Glucosyceramide synthase of mouse kidney: further characterization with an improved assay method

Abstract

The synthesis of glucosylceramide from ceramide and UDP-[3H]glucose by mouse kidney homogenates is very sensitive to the concentration of tissue. This was shown to be due to the presence of a UDP-glc pyrophosphatase, which could be blocked by adding NAD to the medium. A new solvent partitioning system is described, containing t-butyl methyl ether, isopropyl alcohol, and aqueous sodium sulfate, which separates the original substrate (UDP-[3H]glc) from the enzyme product, [3H]cerebroside.
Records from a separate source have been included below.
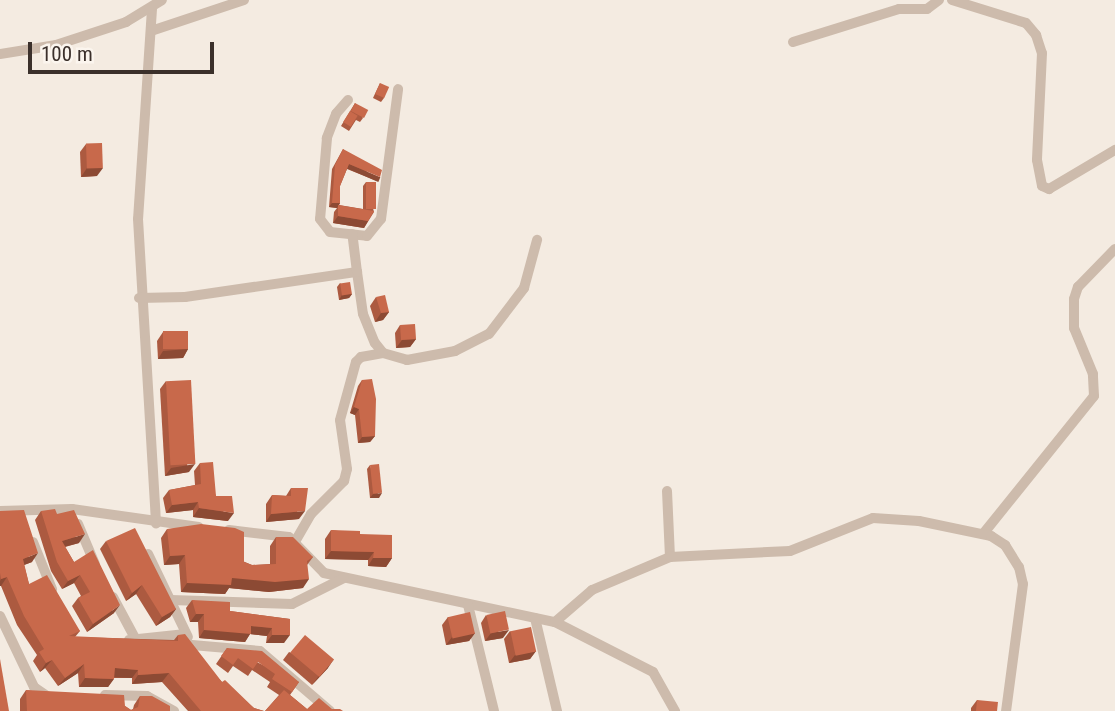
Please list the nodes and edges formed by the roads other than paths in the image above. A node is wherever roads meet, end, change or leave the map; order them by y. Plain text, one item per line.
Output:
1 (162, 0) edge
2 (244, 0) edge
3 (939, 0) edge
4 (952, 0) edge
5 (152, 9) junction
6 (151, 31) junction
7 (793, 42) dead end
8 (0, 54) edge
9 (398, 89) dead end
10 (348, 100) dead end
11 (1115, 149) edge
12 (352, 234) junction
13 (537, 240) dead end
14 (1115, 249) edge
15 (357, 272) junction
16 (139, 298) junction
17 (383, 353) junction
18 (667, 491) dead end
19 (72, 509) junction
20 (0, 511) edge
21 (27, 520) junction
22 (156, 523) junction
23 (135, 528) junction
24 (983, 534) junction
25 (296, 540) junction
26 (670, 557) junction
27 (344, 579) junction
28 (172, 600) junction
29 (60, 602) edge
30 (468, 605) junction
31 (0, 616) edge
32 (535, 618) junction
33 (555, 622) junction
34 (186, 634) junction
35 (136, 640) junction
36 (116, 642) edge
37 (192, 645) junction
38 (200, 658) edge
39 (126, 694) junction
40 (60, 696) edge
41 (95, 696) edge
42 (126, 711) edge
43 (174, 711) edge
44 (330, 711) edge
45 (494, 711) edge
46 (557, 711) edge
47 (675, 711) edge
48 (1006, 711) edge

1 - 5 street
2 - 6 street
3 - 7 street
4 - 11 street
5 - 6 street
5 - 8 street
6 - 16 street
9 - 12 street
10 - 12 street
12 - 15 street
13 - 17 street
14 - 24 street
15 - 16 street
15 - 17 street
16 - 22 street
17 - 25 street
18 - 26 street
19 - 21 street
19 - 23 street
19 - 35 street
20 - 21 street
21 - 29 street
22 - 23 street
22 - 25 street
23 - 28 street
24 - 26 street
24 - 48 street
25 - 27 street
26 - 33 street
27 - 28 street
27 - 30 street
28 - 34 street
30 - 32 street
30 - 45 street
31 - 40 street
32 - 33 street
32 - 46 street
33 - 47 street
34 - 35 street
34 - 37 street
35 - 36 street
37 - 38 street
37 - 44 street
39 - 41 street
39 - 42 street
39 - 43 street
A particular advantage of the solvent system is that only a single partitioning step is needed, without backwashes, and the enzyme product appears in the upper phase, making transfer to a counting vial more reliable. A novel incubation device, a thermostatically controlled ultrasonic bath, is used to produce highly uniform enzyme reaction rates. Ca2+, as well as Mg2+ and Mn2+, was found to be a good stimulator of the glucosyltransferase. The enzyme activity in kidney of 22-day old mice, approximately 240 pmol/h/mg tissue, is significantly greater than previously demonstrated. The enzyme was stable in intact kidneys stored at -70 degrees C but unstable at 4 degrees C. The enzyme, when acting on endogenous ceramides, showed no demonstrable glucosylation of the C24 family of ceramides although this family is the predominant one in kidney.